The 2010 Master Plan for the Columbia College Chicago extended to integrate the Media Production Centre designed by Studio Gang Architects as one its three new buildings. Tailored to the client’s aspirations, the glass building was derived as a teaching tool. Although it is difficult to capture its ideology in a single illustration, the architects processed a cinematic quality to arrive at the final concept. The clients brief required the college identity to translate through its design elements and as a teaching tool. The campus design revolved around an area of 36,000sqft, stretched to comprise of three large sound stages for film, video and motion capture instruction as well as teaching space for lighting, set-making, directing and animation classes.

 

The outer glass façade of the building was an experimental shell that mirrored the colour bar test pattern used in the film industry. The overall colour panels encouraged budgetary monitoring while inducing more structure in the pattern at the same time through their horizontality.
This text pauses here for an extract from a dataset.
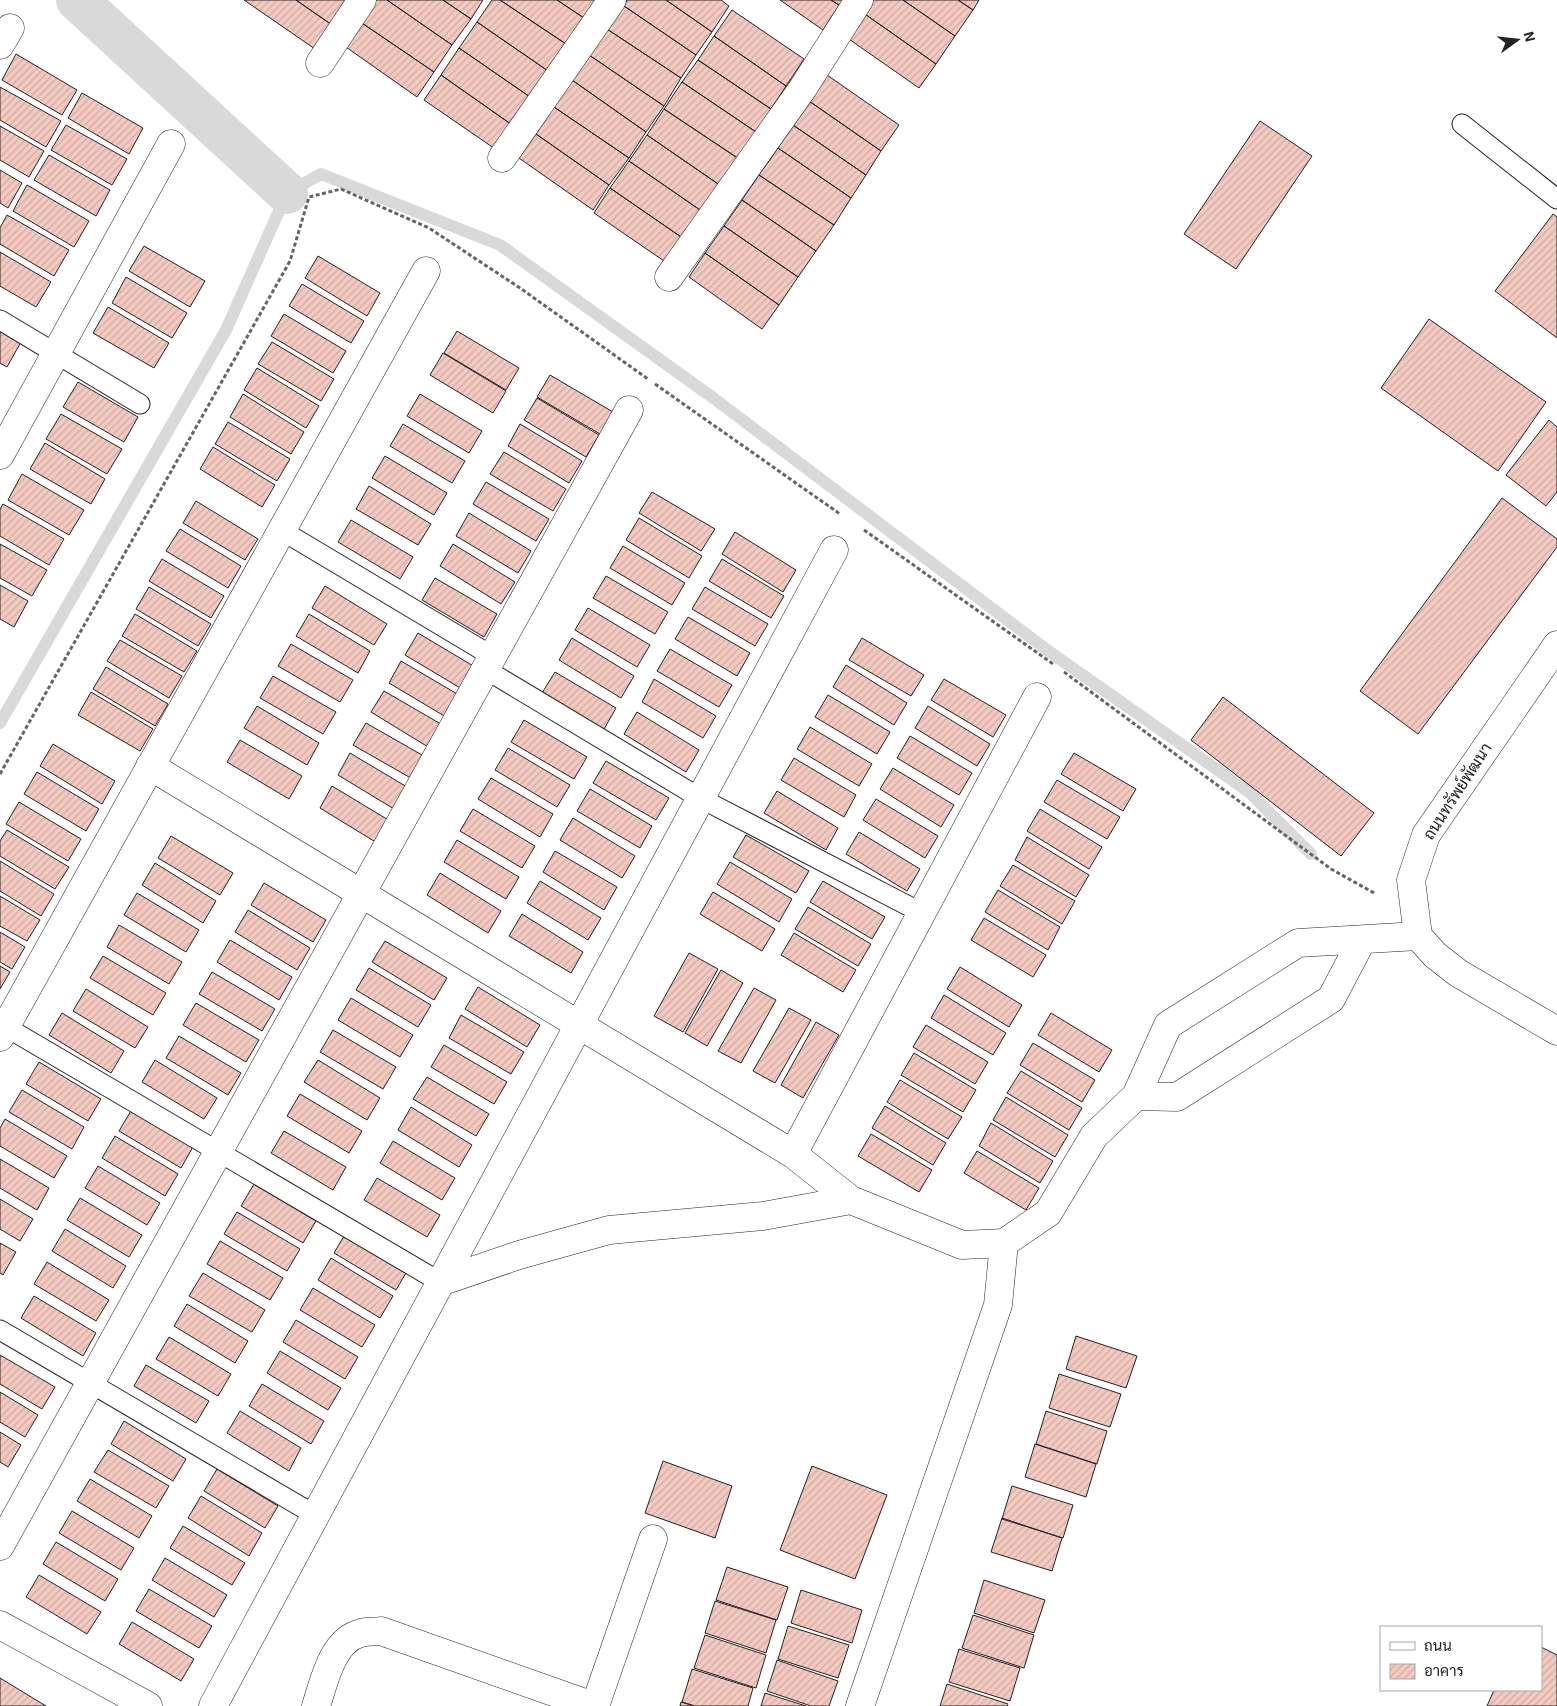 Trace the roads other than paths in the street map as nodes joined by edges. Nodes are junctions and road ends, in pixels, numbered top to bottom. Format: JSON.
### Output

The glass shell allows a transparency that connects the urban surroundings to the structure’s interiors visually. The light that streams in through the coloured prisms is used as a key facet to guide movement in the interior. The play of light manipulates the perspectives to enhance surreal quality to the spatial matrix. The visual clarity emerges as a continuous flow where all the typical backstage aspects of film-making are brought to the forefront by the introduction of huge glass panes between studios. Such an exposure of activities creates an emergent interaction between the users and the building’s language. The whole environ culminates into a collaborative approach as the architects have evolved intricate innovations like provision of large sound stages where classes can be held collectively. Aligning various programmatic and contextual principles, the site responds to the inherent problems. The walls, floors and roof are technically sound to overcome the vibrations activated by the nearby elevated trains. Moreover, the details were perfected to provide flat floors for rolling cameras, low velocity air for quietness during filming, and durable surfaces for mobility of large carts and lights into spaces. Imbibing sustainability as its feature, the building achieves LEED gold certification owing to the innovative technologies inculcated for reducing energy use including its air supply system for the sound stages.

The variance of spatial layering and compositional arraignment of translucent colour panels in the entirety of a glass structure renders a drama that is rare in campus designs.